# MATERIAL TO PROCESS
■ ■ ■ ■ ■

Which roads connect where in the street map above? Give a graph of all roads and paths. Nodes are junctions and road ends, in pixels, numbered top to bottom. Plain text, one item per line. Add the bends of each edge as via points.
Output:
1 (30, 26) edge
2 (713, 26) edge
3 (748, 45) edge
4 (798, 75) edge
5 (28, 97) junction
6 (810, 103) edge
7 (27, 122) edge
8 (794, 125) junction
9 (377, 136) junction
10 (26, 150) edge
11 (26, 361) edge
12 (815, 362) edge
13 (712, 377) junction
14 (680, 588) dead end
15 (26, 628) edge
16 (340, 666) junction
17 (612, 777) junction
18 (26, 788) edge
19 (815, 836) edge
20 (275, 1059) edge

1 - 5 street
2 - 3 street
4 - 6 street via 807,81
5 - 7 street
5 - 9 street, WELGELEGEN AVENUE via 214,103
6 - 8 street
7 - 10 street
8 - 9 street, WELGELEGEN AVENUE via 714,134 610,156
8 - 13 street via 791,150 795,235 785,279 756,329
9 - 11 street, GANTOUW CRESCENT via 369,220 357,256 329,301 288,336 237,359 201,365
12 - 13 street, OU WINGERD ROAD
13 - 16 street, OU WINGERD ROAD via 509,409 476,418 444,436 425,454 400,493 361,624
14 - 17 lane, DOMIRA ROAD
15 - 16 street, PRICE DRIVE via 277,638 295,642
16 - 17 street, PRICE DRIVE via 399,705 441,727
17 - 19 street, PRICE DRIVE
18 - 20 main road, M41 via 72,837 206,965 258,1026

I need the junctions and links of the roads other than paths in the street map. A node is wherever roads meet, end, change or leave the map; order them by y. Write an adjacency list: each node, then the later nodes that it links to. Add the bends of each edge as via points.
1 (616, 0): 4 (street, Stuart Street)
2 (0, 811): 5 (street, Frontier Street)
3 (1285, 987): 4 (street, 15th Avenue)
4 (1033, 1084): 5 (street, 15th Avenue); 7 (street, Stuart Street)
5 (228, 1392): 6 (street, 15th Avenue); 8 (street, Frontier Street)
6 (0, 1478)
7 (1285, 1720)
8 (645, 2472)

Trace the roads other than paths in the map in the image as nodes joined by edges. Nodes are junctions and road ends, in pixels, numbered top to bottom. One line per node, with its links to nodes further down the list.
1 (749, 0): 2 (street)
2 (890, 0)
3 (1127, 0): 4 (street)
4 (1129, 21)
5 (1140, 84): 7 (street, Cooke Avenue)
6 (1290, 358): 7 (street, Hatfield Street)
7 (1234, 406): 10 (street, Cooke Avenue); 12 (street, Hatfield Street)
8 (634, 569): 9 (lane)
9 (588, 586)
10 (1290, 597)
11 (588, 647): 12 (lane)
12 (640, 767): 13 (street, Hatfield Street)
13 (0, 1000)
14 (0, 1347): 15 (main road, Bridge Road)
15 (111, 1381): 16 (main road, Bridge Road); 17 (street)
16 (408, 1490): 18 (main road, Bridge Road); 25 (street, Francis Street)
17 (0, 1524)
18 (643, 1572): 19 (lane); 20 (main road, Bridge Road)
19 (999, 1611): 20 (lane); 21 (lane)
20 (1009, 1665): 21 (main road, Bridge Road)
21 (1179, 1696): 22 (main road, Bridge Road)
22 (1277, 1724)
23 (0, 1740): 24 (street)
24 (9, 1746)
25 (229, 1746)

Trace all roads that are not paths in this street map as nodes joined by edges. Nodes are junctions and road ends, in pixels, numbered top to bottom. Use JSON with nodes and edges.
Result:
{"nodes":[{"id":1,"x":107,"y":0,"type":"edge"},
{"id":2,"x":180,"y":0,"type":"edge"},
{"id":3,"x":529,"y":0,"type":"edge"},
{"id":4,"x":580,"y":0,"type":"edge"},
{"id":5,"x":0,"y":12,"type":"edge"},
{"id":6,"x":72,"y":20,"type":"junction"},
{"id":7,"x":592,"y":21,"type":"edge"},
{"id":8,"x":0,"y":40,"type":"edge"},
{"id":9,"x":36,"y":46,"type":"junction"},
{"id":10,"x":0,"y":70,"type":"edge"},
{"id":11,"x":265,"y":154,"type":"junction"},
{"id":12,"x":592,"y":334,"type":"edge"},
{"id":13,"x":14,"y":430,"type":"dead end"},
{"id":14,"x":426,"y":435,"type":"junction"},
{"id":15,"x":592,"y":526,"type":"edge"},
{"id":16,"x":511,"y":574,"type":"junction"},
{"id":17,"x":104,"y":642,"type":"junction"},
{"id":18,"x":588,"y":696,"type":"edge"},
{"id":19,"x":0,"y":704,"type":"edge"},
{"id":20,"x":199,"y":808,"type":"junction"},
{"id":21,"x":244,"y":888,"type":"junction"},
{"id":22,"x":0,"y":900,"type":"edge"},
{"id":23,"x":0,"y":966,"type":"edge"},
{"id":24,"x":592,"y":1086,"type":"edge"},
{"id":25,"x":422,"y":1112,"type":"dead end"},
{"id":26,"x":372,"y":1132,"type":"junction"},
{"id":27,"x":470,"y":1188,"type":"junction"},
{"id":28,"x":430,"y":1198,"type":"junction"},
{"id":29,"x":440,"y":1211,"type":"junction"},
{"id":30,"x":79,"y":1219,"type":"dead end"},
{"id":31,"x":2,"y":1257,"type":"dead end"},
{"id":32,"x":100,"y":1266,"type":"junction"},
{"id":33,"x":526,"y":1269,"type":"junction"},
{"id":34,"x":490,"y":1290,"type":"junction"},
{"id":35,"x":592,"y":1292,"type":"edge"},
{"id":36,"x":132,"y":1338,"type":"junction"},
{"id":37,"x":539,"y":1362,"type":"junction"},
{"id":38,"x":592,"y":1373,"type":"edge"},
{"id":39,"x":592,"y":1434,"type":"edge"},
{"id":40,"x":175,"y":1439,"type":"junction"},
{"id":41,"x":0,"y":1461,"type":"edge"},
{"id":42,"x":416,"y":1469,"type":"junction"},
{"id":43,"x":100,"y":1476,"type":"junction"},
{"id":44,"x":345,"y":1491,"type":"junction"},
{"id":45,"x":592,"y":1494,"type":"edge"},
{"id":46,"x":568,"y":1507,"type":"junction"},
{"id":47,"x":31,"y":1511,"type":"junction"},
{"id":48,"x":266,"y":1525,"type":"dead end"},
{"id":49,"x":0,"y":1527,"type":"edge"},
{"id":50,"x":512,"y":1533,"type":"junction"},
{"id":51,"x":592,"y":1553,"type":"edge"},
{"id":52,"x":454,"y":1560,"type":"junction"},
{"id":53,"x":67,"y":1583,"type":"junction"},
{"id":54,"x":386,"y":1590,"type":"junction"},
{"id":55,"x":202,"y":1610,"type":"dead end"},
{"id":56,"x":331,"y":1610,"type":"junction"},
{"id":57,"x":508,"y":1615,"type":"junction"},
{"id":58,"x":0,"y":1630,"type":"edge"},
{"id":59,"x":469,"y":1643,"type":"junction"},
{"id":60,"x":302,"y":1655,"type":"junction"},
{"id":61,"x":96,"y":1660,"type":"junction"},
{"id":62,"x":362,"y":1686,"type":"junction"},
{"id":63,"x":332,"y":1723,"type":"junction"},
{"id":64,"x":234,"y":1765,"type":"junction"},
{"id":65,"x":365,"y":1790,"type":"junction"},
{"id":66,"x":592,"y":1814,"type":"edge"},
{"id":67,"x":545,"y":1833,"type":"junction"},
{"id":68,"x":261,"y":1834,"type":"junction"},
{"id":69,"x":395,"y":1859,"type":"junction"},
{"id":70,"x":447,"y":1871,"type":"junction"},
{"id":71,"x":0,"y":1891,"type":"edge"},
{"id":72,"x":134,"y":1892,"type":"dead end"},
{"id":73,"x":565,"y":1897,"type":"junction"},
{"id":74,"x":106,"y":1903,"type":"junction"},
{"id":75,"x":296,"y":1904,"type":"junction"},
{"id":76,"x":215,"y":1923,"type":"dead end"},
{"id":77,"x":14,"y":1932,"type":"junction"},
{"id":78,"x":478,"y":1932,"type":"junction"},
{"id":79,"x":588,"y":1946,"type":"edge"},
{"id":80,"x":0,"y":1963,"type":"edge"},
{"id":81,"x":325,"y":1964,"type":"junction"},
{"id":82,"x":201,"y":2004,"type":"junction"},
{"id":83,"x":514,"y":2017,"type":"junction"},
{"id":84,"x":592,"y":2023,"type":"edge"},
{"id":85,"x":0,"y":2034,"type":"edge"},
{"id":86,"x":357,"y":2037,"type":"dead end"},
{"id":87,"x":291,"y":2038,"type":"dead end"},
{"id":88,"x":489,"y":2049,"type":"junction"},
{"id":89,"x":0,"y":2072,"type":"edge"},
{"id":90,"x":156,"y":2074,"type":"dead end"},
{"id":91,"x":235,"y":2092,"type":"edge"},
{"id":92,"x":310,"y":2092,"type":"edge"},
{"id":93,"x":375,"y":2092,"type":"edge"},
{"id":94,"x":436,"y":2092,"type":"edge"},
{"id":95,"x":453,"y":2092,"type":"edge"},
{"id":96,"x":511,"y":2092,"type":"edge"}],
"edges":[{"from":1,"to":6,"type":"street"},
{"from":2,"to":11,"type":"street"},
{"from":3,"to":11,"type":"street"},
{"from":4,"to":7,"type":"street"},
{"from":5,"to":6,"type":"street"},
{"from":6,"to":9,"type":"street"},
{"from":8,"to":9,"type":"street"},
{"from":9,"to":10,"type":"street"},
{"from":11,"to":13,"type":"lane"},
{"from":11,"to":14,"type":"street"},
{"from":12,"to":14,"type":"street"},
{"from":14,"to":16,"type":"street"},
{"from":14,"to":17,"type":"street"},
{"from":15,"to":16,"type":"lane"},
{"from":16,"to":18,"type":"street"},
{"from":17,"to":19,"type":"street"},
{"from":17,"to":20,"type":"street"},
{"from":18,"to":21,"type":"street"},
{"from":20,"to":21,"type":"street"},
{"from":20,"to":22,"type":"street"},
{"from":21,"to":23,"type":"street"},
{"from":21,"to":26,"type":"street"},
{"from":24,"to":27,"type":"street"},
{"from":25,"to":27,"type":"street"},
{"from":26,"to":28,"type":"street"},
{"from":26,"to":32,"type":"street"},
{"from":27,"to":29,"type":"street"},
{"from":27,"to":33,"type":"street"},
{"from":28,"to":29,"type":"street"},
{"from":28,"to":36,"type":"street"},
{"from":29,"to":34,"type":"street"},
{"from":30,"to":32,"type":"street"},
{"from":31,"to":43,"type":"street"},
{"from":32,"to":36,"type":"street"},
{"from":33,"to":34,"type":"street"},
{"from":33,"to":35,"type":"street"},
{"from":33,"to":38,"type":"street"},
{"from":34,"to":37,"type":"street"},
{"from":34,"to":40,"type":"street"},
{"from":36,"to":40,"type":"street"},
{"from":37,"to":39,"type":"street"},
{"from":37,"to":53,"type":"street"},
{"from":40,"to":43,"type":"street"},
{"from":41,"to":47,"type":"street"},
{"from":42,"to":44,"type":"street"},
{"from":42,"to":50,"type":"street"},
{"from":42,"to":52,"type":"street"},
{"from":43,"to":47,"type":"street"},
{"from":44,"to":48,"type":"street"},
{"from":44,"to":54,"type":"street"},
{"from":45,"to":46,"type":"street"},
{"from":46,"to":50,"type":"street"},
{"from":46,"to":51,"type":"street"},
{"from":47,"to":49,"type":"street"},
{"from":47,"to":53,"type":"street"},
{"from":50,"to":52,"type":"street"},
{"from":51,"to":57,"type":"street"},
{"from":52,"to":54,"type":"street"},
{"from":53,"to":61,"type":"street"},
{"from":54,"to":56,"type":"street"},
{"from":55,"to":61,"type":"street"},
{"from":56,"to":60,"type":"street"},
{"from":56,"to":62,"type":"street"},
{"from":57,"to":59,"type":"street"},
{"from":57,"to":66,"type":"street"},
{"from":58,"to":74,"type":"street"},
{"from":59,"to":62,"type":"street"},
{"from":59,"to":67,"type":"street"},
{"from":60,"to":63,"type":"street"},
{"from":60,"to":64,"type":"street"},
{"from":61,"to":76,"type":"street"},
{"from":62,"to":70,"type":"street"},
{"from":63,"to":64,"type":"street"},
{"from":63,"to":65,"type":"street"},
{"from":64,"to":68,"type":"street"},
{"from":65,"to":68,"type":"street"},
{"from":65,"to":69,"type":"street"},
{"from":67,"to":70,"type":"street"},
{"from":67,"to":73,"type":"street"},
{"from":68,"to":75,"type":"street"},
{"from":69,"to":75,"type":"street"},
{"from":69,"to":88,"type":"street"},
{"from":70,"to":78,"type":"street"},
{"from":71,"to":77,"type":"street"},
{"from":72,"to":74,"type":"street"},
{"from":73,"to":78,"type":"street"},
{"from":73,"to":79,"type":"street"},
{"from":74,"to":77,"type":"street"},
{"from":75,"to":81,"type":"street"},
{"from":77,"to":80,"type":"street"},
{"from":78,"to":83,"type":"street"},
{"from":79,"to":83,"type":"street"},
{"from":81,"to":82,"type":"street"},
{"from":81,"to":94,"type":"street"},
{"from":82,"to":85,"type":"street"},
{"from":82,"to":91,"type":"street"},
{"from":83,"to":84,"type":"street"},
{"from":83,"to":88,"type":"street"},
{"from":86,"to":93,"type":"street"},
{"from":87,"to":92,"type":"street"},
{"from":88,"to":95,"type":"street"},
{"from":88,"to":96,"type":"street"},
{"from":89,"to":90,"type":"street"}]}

■ ■ ■ ■ ■

# TASK BRIEF
Each line above that contains the word "bends" should be counted, and only the total given.

# TASK RESULT
2